_Activity:_ Your reply should be a faithful copy of the records below, free of pictures.

[Collected data]

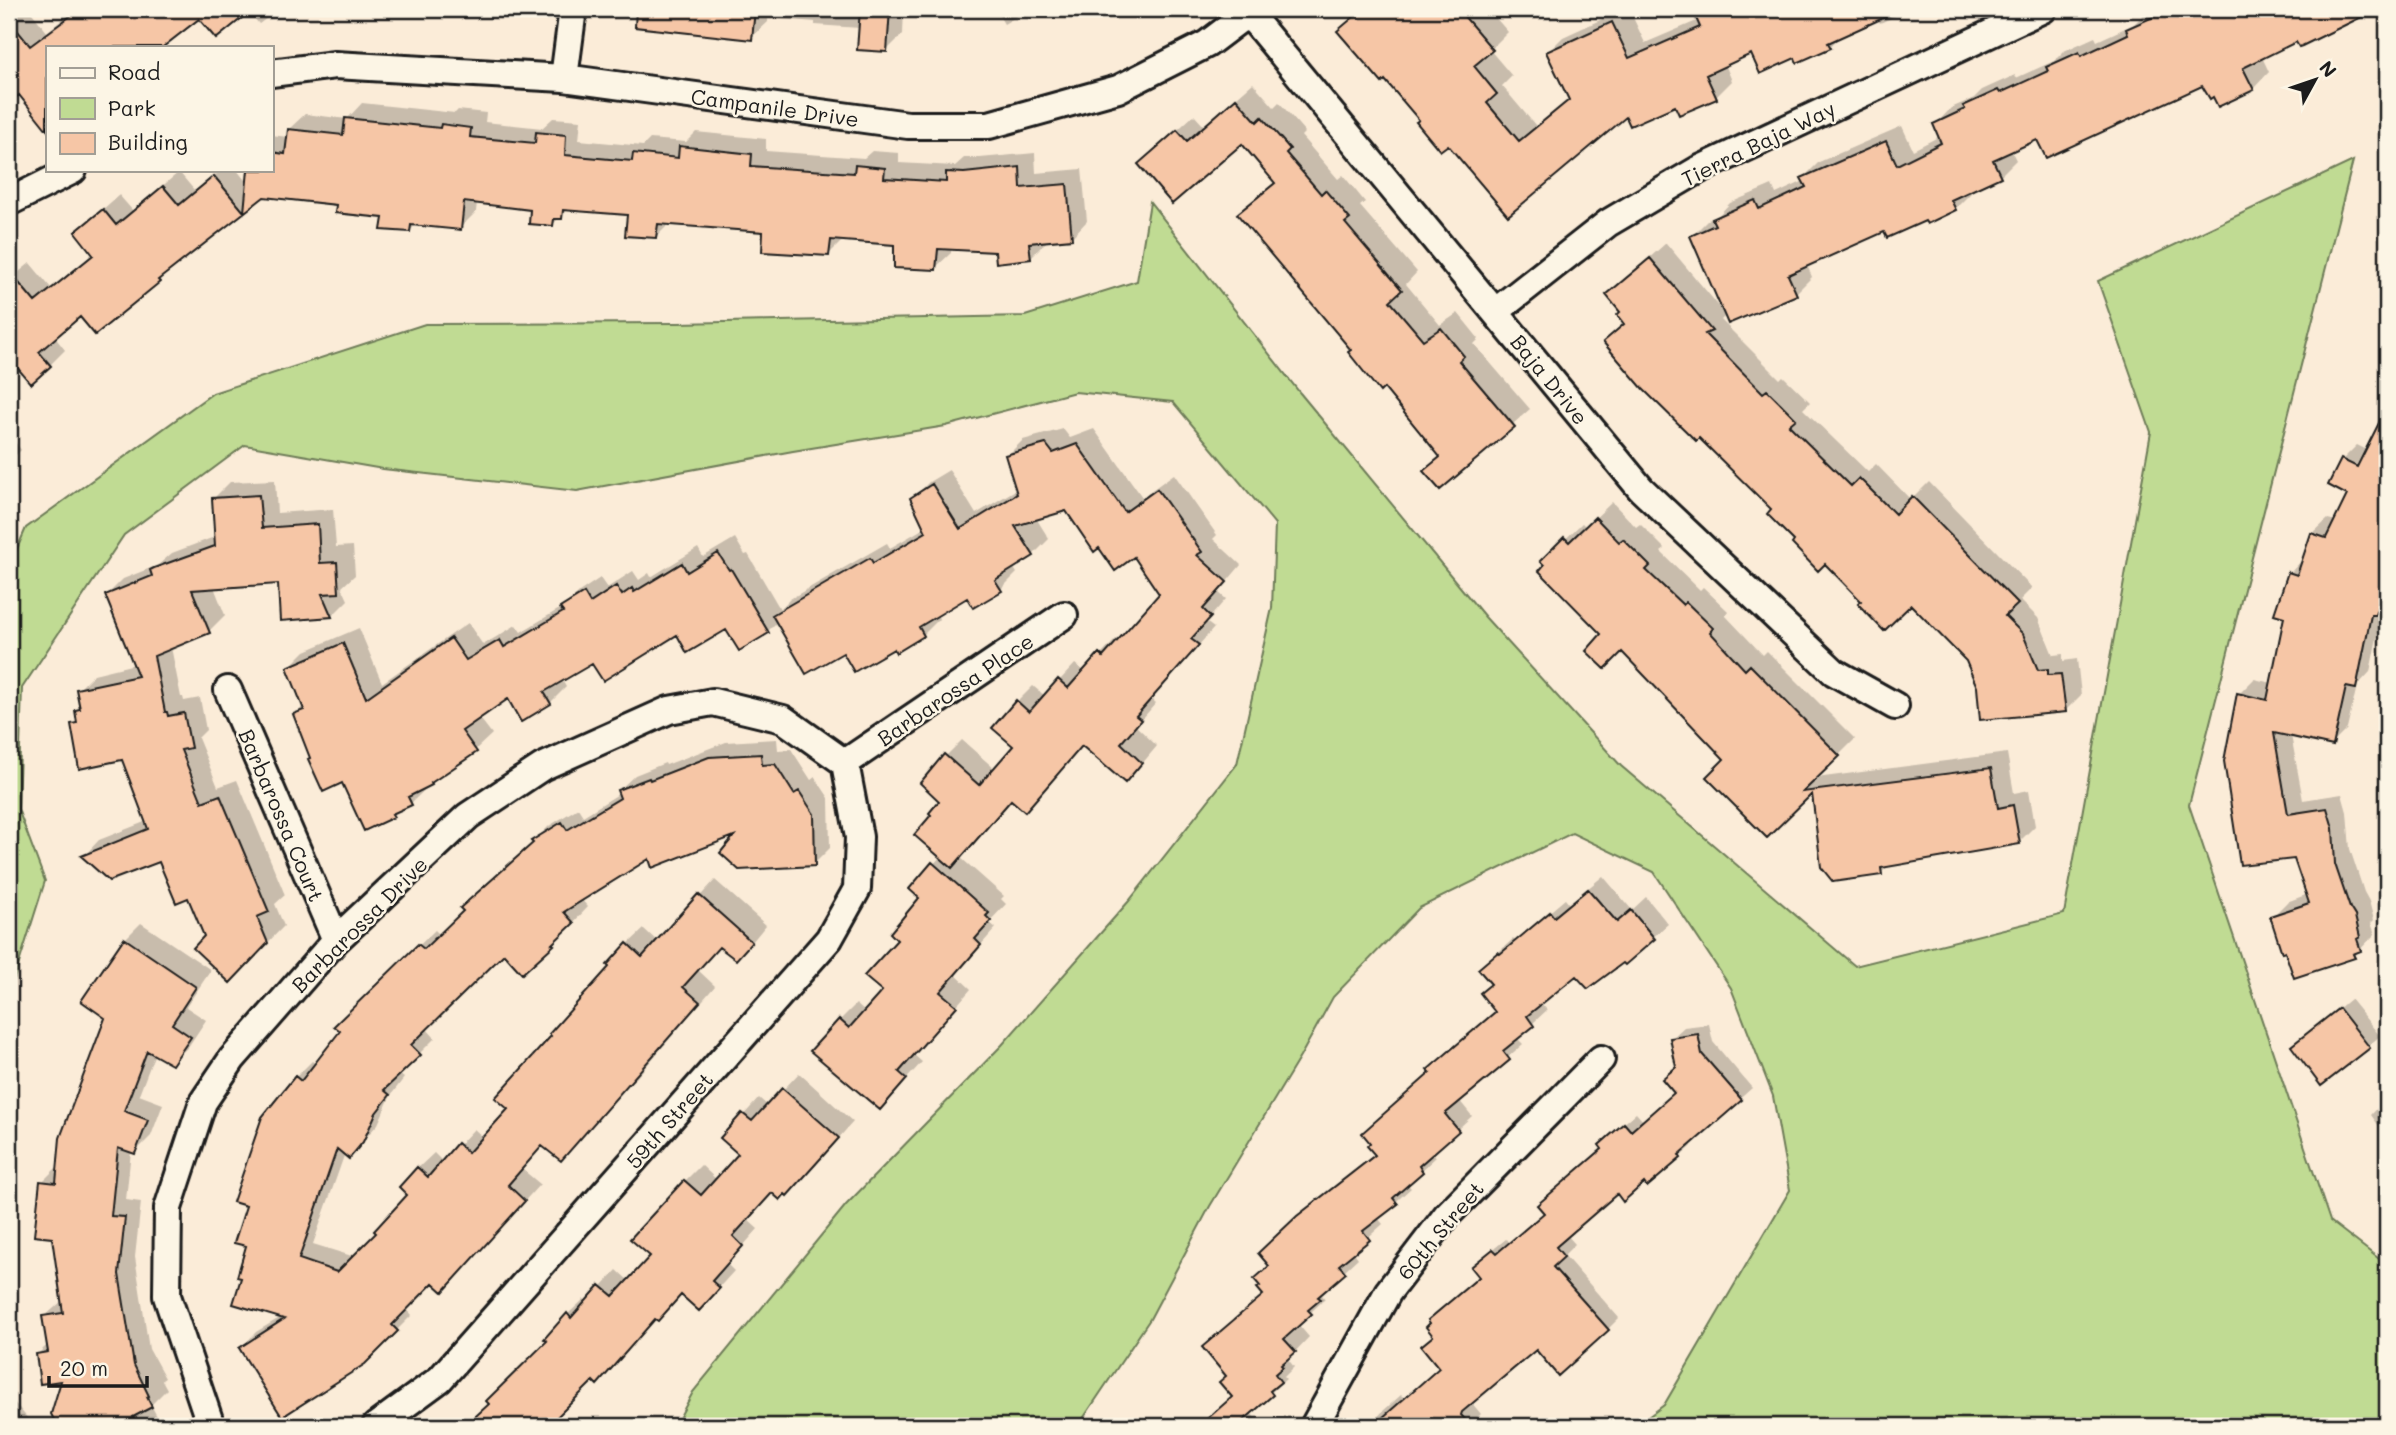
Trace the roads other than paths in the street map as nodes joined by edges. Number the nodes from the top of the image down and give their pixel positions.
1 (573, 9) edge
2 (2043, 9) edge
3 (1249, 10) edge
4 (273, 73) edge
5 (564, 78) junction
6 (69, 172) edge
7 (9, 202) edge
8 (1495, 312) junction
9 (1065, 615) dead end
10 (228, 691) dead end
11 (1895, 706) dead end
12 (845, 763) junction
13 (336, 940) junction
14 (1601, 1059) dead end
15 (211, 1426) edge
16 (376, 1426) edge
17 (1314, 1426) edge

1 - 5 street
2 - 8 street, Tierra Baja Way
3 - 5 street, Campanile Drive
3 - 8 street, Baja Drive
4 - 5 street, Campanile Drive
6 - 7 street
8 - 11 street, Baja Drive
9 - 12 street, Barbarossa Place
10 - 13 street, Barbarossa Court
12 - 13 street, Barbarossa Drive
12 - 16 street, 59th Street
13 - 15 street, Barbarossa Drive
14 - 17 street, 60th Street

_Answer area:_
Trace the roads other than paths in the street map as nodes joined by edges. Number the nodes from the top of the image down and give their pixel positions.
1 (573, 9) edge
2 (2043, 9) edge
3 (1249, 10) edge
4 (273, 73) edge
5 (564, 78) junction
6 (69, 172) edge
7 (9, 202) edge
8 (1495, 312) junction
9 (1065, 615) dead end
10 (228, 691) dead end
11 (1895, 706) dead end
12 (845, 763) junction
13 (336, 940) junction
14 (1601, 1059) dead end
15 (211, 1426) edge
16 (376, 1426) edge
17 (1314, 1426) edge

1 - 5 street
2 - 8 street, Tierra Baja Way
3 - 5 street, Campanile Drive
3 - 8 street, Baja Drive
4 - 5 street, Campanile Drive
6 - 7 street
8 - 11 street, Baja Drive
9 - 12 street, Barbarossa Place
10 - 13 street, Barbarossa Court
12 - 13 street, Barbarossa Drive
12 - 16 street, 59th Street
13 - 15 street, Barbarossa Drive
14 - 17 street, 60th Street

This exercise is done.